Saturday night I learned that a blog post I wrote won a Colorado Authors League award. When I heard the news, I felt happy and embarrassed at the same time. Let me explain.
The post is titled “Lame History Classes, Meeting O.J. and My Reckoning with Racism.”
I wrote it in June 2020, three weeks after the tragic death of George Floyd. Along with sharing excerpts from my journal about exploring my own background with racism, I affirmed my hope to be a better advocate for racial equality.
Fast forward to June of 2021. I read an article by Thesaurus.com entitled “7 Words to Stop Using in 2021” and realized with a sick feeling that one of the words appears in my blog post headline: lame. I had used the word in its contemporary context to describe my whitewashed junior high history classes.
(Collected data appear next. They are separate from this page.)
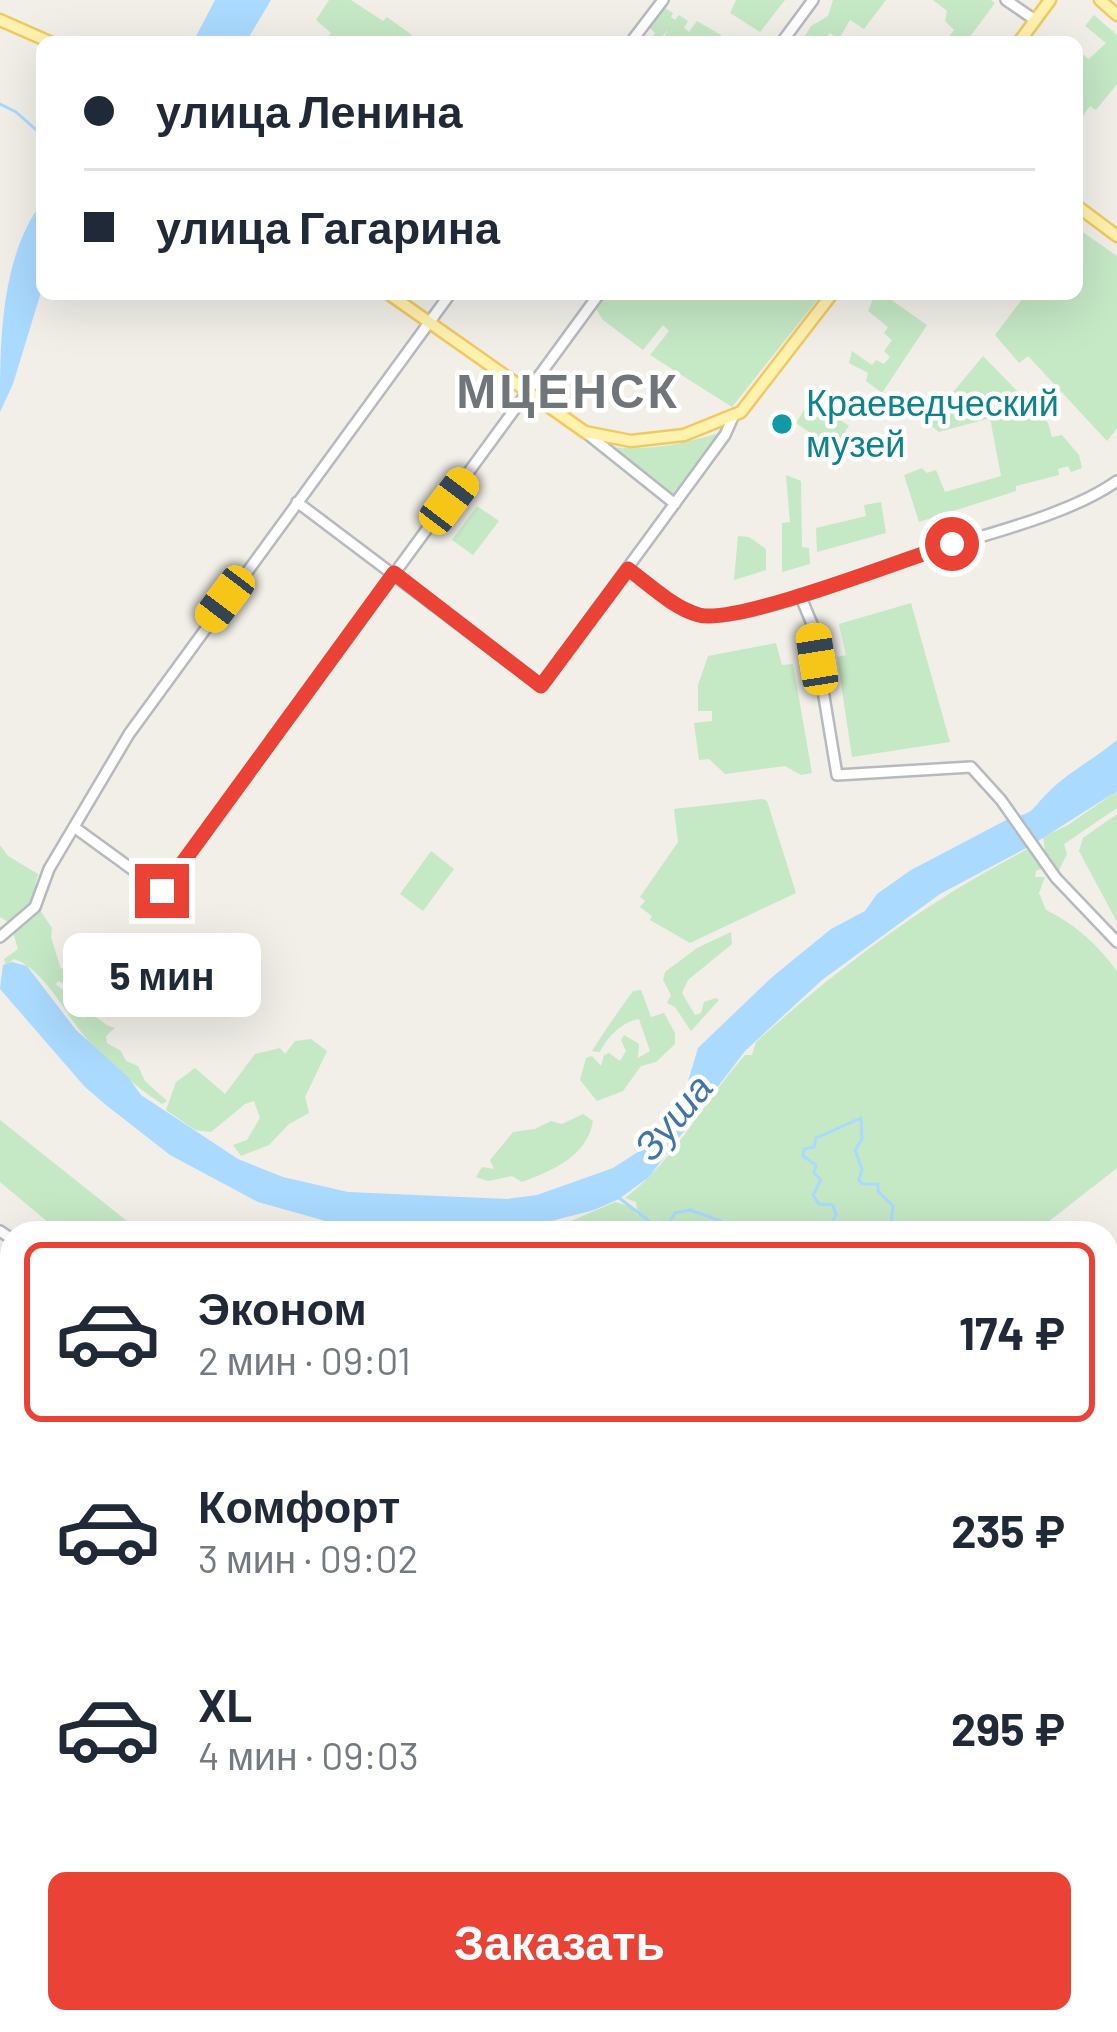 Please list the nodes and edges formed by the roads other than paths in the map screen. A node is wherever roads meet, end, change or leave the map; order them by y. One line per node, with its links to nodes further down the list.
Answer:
1 (663, 0): 10 (main road)
2 (813, 0): 11 (main road)
3 (1006, 0): 8 (main road)
4 (1050, 0): 8 (main road)
5 (1100, 0): 6 (main road)
6 (1117, 15)
7 (0, 20): 9 (main road)
8 (1035, 20): 12 (main road)
9 (36, 36)
10 (636, 36)
11 (786, 36)
12 (1023, 36)
13 (1083, 210): 14 (main road)
14 (1117, 236)
15 (398, 300): 19 (main road)
16 (446, 300): 19 (main road)
17 (595, 300): 20 (main road)
18 (828, 300): 21 (main road)
19 (429, 322): 20 (main road); 24 (main road)
20 (528, 394): 22 (main road); 27 (main road)
21 (733, 417): 22 (main road); 25 (main road)
22 (585, 432): 25 (main road)
23 (1117, 481): 28 (main road)
24 (297, 502): 27 (main road); 29 (main road)
25 (675, 504): 26 (main road)
26 (628, 569): 27 (main road); 28 (main road)
27 (394, 573): 29 (main road)
28 (800, 595): 31 (main road)
29 (74, 827): 30 (main road)
30 (0, 937)
31 (1117, 942) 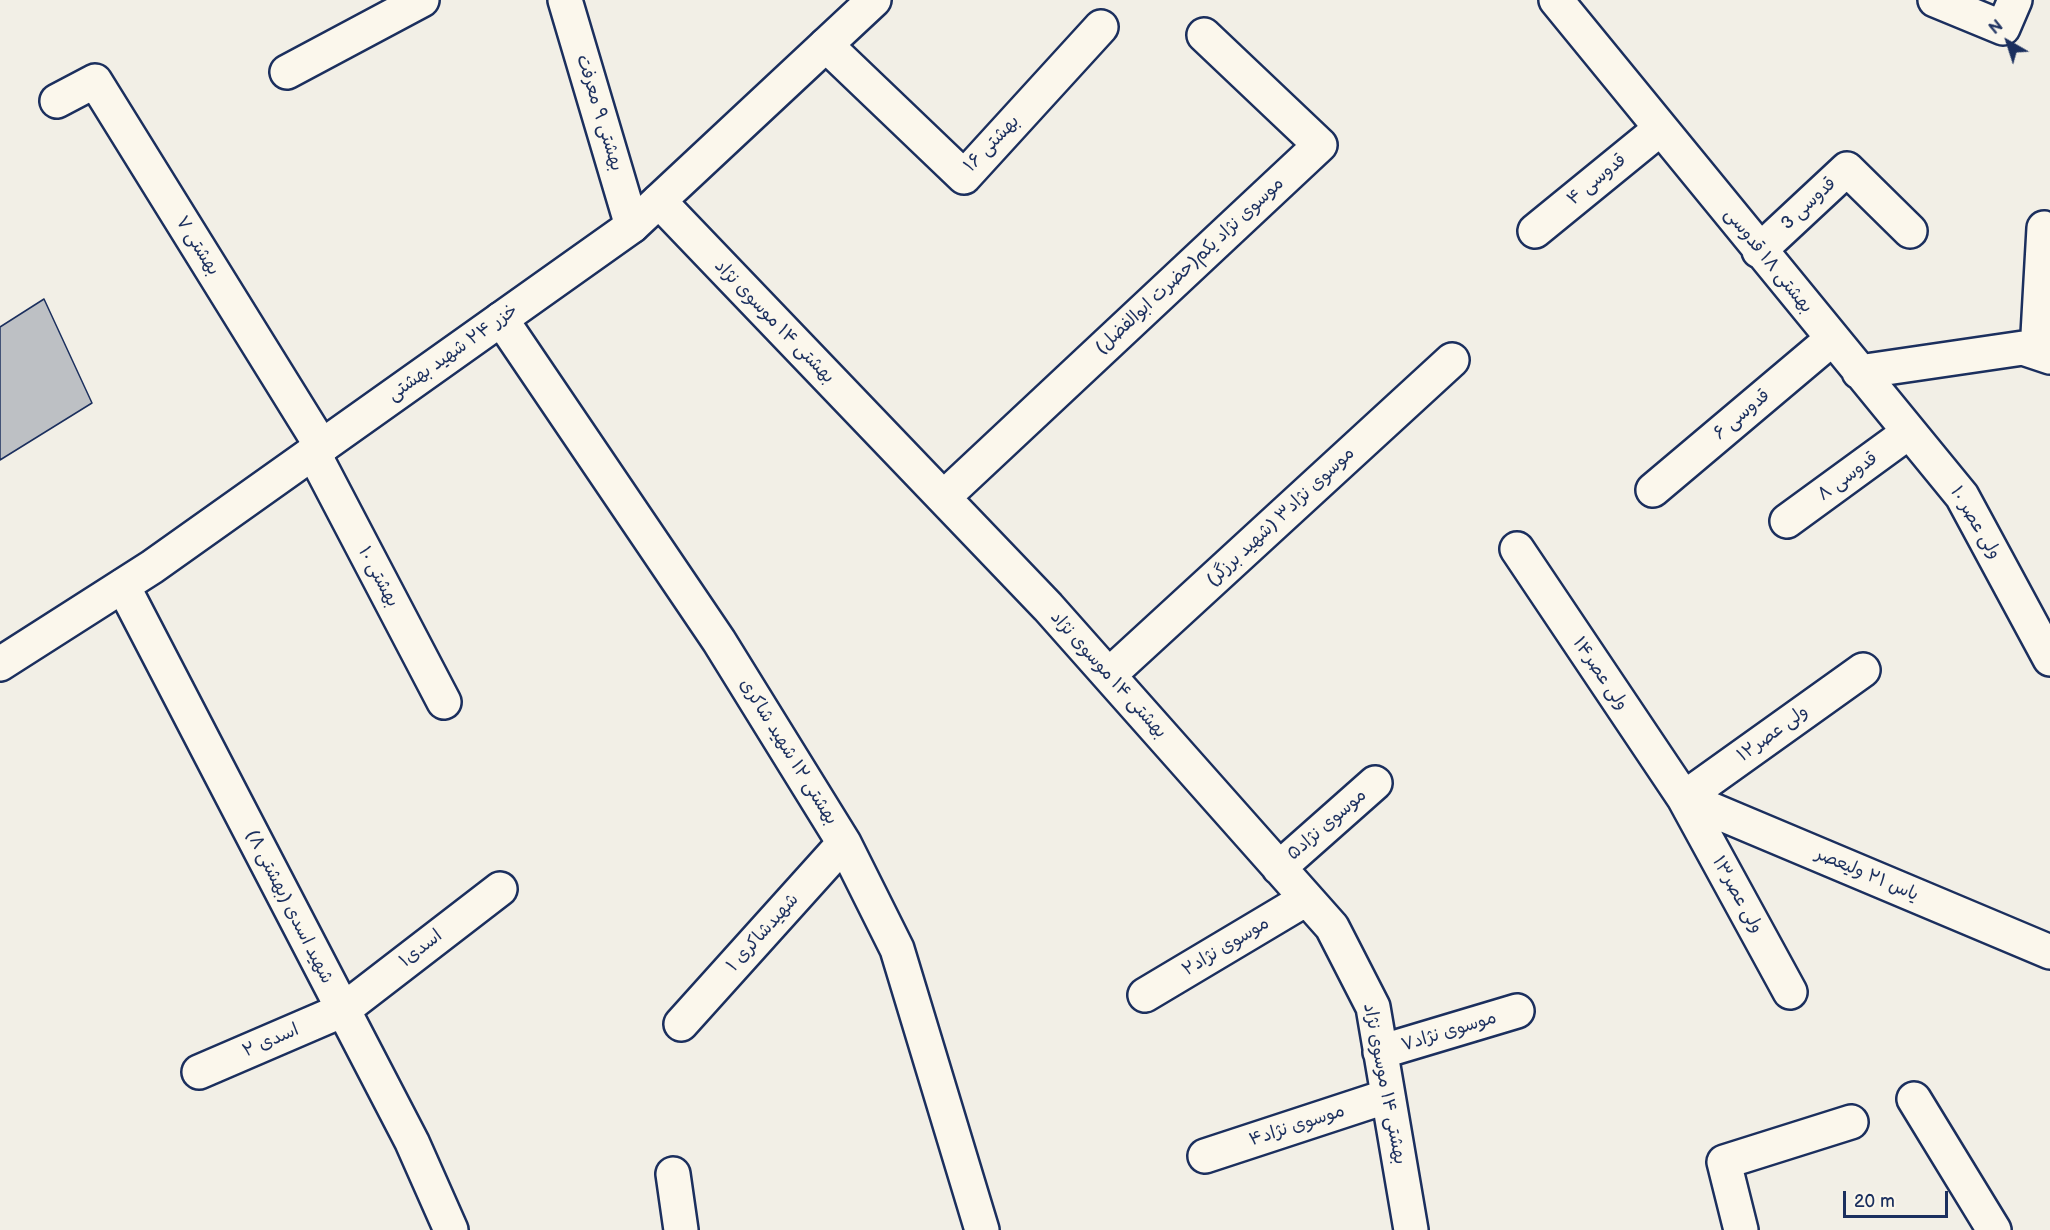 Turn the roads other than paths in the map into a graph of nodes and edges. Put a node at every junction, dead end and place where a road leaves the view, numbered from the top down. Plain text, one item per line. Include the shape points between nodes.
1 (422, 0) edge
2 (565, 0) edge
3 (874, 0) edge
4 (1556, 0) edge
5 (1935, 0) edge
6 (2015, 0) edge
7 (1101, 27) dead end
8 (1204, 35) dead end
9 (826, 45) junction
10 (287, 72) dead end
11 (57, 101) dead end
12 (1660, 129) junction
13 (659, 201) junction
14 (632, 226) junction
15 (2044, 228) dead end
16 (1535, 231) dead end
17 (1910, 231) dead end
18 (1759, 251) junction
19 (501, 319) junction
20 (1832, 339) junction
21 (2044, 355) edge
22 (1452, 360) dead end
23 (1859, 372) junction
24 (1909, 432) junction
25 (318, 450) junction
26 (1653, 490) dead end
27 (944, 497) junction
28 (1787, 521) dead end
29 (1517, 549) dead end
30 (123, 586) junction
31 (2050, 659) edge
32 (0, 664) edge
33 (1863, 670) dead end
34 (1109, 675) junction
35 (444, 702) dead end
36 (1375, 783) dead end
37 (1684, 798) junction
38 (844, 843) junction
39 (1279, 868) junction
40 (500, 889) dead end
41 (1306, 899) junction
42 (2050, 952) edge
43 (1790, 992) dead end
44 (1145, 995) dead end
45 (343, 1010) junction
46 (1517, 1011) dead end
47 (681, 1024) dead end
48 (1380, 1052) junction
49 (199, 1072) dead end
50 (1388, 1096) junction
51 (1914, 1099) dead end
52 (1851, 1122) dead end
53 (1205, 1156) dead end
54 (673, 1174) dead end
55 (451, 1230) edge
56 (681, 1230) edge
57 (982, 1230) edge
58 (1411, 1230) edge
59 (1741, 1230) edge
60 (1994, 1230) edge

1 - 10 street
2 - 14 street, بهشتی ۹ معرفت
3 - 9 street, خزر ۲۴ شهید بهشتی
4 - 12 street, بهشتی ۱۸ قدوسی
5 - 6 street via 2003,28
7 - 9 street, بهشتی ۱۶ via 964,177
8 - 27 street, موسوی نژاد یکم(حضرت ابوالفضل) via 1320,145
9 - 13 street, خزر ۲۴ شهید بهشتی
11 - 25 street, بهشتی ۷ via 95,81
12 - 16 street, قدوسی ۴
12 - 18 street, بهشتی ۱۸ قدوسی
13 - 14 street, خزر ۲۴ شهید بهشتی
13 - 27 street, بهشتی ۱۴ موسوی نژاد
14 - 19 street, خزر ۲۴ شهید بهشتی
15 - 21 street
17 - 18 street, قدوسی 3 via 1847,169
18 - 20 street, بهشتی ۱۸ قدوسی
19 - 25 street, خزر ۲۴ شهید بهشتی
19 - 38 street, بهشتی ۱۲ شهید شاکری via 719,641
20 - 23 street, بهشتی ۱۸ قدوسی
20 - 26 street, قدوسی ۶
21 - 23 street via 2023,348
22 - 34 street, موسوی نژاد۳ (شهید برزگر)
23 - 24 street, ولی عصر ۱۰
24 - 28 street, قدوسی ۸
24 - 31 street, ولی عصر ۱۰ via 1962,496
25 - 30 street, خزر ۲۴ شهید بهشتی
25 - 35 street, بهشتی ۱۰
27 - 34 street, بهشتی ۱۴ موسوی نژاد
29 - 37 street, ولی عصر۱۴
30 - 32 street, خزر ۲۴ شهید بهشتی
30 - 45 street, شهید اسدی (بهشتی ۸)
33 - 37 street, ولی عصر۱۲
34 - 39 street, بهشتی ۱۴ موسوی نژاد
36 - 39 street, موسوی نژاد۵
37 - 42 street, یاس ۲۱ ولیعصر
37 - 43 street, ولی عصر۱۳
38 - 47 street, شهیدشاکری ۱
38 - 57 street, بهشتی ۱۲ شهید شاکری via 897,949
39 - 41 street, بهشتی ۱۴ موسوی نژاد
40 - 45 street, اسدی۱
41 - 44 street, موسوی نژاد۲
41 - 48 street, بهشتی ۱۴ موسوی نژاد via 1332,927 1373,1007
45 - 49 street, اسدی ۲
45 - 55 street, شهید اسدی (بهشتی ۸) via 412,1142
46 - 48 street, موسوی نژاد۷
48 - 50 street, بهشتی ۱۴ موسوی نژاد
50 - 53 street, موسوی نژاد۴
50 - 58 street, بهشتی ۱۴ موسوی نژاد
51 - 60 street
52 - 59 street via 1724,1162
54 - 56 street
But now I know that “lame” is a word that can feel hurtful, much like the word “retarded.”
In retrospect, “biased,” “one-sided,” or even “lousy” would have been more precise, kinder word choices to describe my history classes.
I apologize, and cringe knowing that I chose a word that’s considered ableist (language that marginalizes the disabled community).
The past year has brought many opportunities to broaden my perspectives, and I’m certain more reckonings lie ahead.
Words matter, more than ever, and I clearly still have a lot to learn.
Thank you for your grace,
P.S. The other finalists for this year’s Colorado Authors League blog award wrote such wonderful posts, with no offending words. I know you’ll enjoy reading “Mudlarking” by Sheri Cobb South and “An Elegant Haunt” by Buffy Gilfoil.